In the event he only completed two of the quartets and finished two movements of a third quartet, which is being played at this concert and published under opus 103.

The Schubert quartet – commonly known as the Rosamunde – was the only one of his known to have been publicly performed and published in his lifetime. It had its first performance by the famous Schuppanzigh Quartet in Vienna in March 1824.

Despite its enduring popularity, Brahms' Piano Quintet had a somewhat uncertain start. The composer's first idea was to compose a string quintet with two cellos and when he showed the first drafts to Clara Schumann in 1862 she immediately went into raptures of delight saying that it was a masterpiece.

It was Clara who suggested arrangement for piano and string quartet. In this form it was an instant success at its first performance at the Leipzig Conservatoire in June 1863. This concert will be one of great sadness for Peter Carter, the leader of the quartet, as it will be his last visit to the music club. He is retiring after being with the quartet from its outset.

He was originally second violin and replaced Hugh Macquire as first when he retired from quartet playing in 1976. He was born in Durban, South Africa, in 1935, and is the fourth generation of his family to have been a professional musician in London.

His fellow violinist, Rafael Todes, was previously a member of the Schidlof Quartet.

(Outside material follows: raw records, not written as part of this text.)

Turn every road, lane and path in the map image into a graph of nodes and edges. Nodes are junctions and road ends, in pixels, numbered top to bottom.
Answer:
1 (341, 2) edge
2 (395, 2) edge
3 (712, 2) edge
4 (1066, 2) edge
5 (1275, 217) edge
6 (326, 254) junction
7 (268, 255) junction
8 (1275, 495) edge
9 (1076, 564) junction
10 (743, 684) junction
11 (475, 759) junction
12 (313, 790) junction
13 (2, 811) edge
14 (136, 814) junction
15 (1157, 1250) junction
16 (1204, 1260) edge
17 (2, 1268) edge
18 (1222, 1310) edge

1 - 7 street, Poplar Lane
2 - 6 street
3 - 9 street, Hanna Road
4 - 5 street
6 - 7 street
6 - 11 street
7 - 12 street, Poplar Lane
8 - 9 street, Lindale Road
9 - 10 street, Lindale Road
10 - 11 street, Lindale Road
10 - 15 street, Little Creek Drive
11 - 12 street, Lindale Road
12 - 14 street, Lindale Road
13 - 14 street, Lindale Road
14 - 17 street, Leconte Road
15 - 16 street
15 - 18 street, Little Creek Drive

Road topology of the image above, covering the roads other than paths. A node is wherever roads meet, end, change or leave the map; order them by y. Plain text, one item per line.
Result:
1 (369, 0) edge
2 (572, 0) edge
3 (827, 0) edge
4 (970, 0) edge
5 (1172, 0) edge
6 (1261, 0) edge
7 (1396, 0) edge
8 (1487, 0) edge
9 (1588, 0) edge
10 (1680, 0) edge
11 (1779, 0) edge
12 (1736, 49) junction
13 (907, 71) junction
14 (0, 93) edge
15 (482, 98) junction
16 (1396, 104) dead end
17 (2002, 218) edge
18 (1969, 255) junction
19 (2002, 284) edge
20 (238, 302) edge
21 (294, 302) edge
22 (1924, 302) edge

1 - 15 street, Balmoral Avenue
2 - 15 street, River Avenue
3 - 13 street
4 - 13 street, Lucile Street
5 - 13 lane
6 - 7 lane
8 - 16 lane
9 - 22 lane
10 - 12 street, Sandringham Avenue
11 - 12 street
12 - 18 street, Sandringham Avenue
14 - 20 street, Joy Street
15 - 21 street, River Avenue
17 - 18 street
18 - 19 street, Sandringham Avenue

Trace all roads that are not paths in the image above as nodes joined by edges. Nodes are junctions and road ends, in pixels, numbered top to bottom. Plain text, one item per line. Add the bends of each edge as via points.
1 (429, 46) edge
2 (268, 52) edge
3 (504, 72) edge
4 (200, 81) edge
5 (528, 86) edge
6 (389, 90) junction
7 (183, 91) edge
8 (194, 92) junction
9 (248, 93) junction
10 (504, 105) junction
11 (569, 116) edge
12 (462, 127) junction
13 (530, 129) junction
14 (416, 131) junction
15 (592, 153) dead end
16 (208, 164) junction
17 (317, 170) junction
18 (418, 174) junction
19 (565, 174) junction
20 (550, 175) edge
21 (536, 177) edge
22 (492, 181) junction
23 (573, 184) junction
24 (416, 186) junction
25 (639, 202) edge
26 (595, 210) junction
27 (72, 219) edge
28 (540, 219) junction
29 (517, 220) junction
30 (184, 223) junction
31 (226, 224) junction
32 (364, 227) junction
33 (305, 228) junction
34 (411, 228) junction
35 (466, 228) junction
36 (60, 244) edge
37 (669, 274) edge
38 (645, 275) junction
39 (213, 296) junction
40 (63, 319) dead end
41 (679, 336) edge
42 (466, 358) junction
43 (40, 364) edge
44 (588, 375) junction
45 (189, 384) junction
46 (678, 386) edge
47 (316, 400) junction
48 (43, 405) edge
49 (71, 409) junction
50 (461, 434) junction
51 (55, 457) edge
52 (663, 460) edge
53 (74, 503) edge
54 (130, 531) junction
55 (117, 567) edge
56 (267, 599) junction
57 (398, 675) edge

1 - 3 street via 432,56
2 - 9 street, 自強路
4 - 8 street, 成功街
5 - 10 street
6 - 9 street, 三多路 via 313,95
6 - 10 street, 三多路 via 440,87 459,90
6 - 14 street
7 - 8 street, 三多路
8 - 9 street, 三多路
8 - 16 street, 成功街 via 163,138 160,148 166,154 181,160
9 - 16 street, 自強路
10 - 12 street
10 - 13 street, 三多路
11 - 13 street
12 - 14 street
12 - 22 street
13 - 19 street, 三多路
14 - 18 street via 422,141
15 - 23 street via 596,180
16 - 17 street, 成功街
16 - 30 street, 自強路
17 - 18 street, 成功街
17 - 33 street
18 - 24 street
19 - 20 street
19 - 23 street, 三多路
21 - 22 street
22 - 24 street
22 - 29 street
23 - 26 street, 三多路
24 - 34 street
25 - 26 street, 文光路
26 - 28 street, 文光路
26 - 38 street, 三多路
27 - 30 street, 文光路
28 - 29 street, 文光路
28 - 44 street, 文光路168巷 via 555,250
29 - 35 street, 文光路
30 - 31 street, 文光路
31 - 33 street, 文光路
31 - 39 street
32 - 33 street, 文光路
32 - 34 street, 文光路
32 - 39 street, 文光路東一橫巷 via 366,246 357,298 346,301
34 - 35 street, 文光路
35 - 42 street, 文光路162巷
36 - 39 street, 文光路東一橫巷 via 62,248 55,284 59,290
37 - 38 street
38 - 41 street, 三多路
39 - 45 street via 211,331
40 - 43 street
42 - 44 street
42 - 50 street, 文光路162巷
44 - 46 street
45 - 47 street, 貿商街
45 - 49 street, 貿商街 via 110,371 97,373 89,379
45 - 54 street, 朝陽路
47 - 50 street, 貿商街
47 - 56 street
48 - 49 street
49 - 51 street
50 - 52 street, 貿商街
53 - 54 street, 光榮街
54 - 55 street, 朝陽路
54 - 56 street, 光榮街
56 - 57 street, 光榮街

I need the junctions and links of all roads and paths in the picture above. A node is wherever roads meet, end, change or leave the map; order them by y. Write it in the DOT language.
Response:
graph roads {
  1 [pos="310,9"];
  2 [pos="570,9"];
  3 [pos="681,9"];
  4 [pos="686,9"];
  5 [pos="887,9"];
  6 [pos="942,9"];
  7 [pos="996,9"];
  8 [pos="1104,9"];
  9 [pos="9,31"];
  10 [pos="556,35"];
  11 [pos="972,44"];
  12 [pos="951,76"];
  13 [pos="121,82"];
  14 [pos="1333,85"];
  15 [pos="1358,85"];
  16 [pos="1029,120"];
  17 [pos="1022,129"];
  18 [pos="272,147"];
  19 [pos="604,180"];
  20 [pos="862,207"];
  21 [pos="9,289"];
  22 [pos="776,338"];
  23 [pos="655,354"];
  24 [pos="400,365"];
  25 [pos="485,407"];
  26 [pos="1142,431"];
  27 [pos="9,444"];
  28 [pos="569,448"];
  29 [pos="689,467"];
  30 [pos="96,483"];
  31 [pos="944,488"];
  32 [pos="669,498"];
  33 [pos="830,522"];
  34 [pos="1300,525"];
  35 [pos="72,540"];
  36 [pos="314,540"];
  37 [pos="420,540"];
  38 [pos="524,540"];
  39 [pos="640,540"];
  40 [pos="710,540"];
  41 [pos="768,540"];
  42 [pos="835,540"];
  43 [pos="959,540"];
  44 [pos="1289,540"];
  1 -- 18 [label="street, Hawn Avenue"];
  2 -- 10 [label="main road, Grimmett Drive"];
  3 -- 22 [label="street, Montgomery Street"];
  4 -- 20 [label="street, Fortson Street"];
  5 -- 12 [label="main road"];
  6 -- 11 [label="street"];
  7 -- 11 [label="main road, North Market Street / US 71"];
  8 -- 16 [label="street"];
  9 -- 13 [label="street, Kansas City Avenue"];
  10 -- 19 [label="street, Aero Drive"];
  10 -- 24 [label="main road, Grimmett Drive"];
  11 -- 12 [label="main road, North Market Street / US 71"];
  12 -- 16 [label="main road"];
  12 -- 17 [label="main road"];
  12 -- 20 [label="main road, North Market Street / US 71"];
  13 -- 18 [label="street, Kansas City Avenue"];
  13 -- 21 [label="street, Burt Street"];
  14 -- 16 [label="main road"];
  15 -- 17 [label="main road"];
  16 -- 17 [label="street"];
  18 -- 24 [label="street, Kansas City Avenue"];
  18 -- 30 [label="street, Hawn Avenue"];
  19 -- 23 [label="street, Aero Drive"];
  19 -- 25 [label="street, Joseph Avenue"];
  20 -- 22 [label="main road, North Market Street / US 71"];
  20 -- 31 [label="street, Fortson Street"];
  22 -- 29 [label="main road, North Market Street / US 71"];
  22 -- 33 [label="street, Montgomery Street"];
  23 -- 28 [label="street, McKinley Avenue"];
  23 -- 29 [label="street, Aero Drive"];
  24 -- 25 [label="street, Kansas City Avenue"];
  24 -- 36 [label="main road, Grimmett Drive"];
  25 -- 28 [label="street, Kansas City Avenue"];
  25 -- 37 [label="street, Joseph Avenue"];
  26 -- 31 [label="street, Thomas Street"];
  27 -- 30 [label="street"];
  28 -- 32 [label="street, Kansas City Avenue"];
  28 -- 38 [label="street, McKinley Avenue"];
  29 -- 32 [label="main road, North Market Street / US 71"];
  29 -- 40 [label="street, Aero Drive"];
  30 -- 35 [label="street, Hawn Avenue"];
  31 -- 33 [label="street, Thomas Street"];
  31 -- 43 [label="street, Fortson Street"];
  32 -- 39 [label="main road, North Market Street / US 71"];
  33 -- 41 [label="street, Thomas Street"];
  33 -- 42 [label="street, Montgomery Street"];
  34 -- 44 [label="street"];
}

He was born in London in 1966 and studied at the Guildhall School of Music, London, with Yfrah Neaman and Jack Glickman, receiving coaching from György Kurtág, Menahem Pressler and Sigmund Nissel.

The violist Dorothea Vogel, who studied in Switzerland, the USA and in London, has travelled the world with the World Youth Symphony Orchestra and the Gustav Mahler Youth Orchestra.

The cellist Pál Banda, who was born and educated in Budapest, followed in his father's footsteps. His teachers included György Kurtág, Ralph Kirschbaum, Sandor Vegh as well as his father, Ede, who was cellist in the Tatrai Quartet.

Mark Swartzentruber, born in Washington DC, studied piano with John Ogden before moving to London to study with Maria Curcio, the eminent protégé of Artur Schnabel. He made his British début in 1991 and his London appearances have included solo recitals at the Queen Elizabeth Hall and the Purcell Room on the South Bank.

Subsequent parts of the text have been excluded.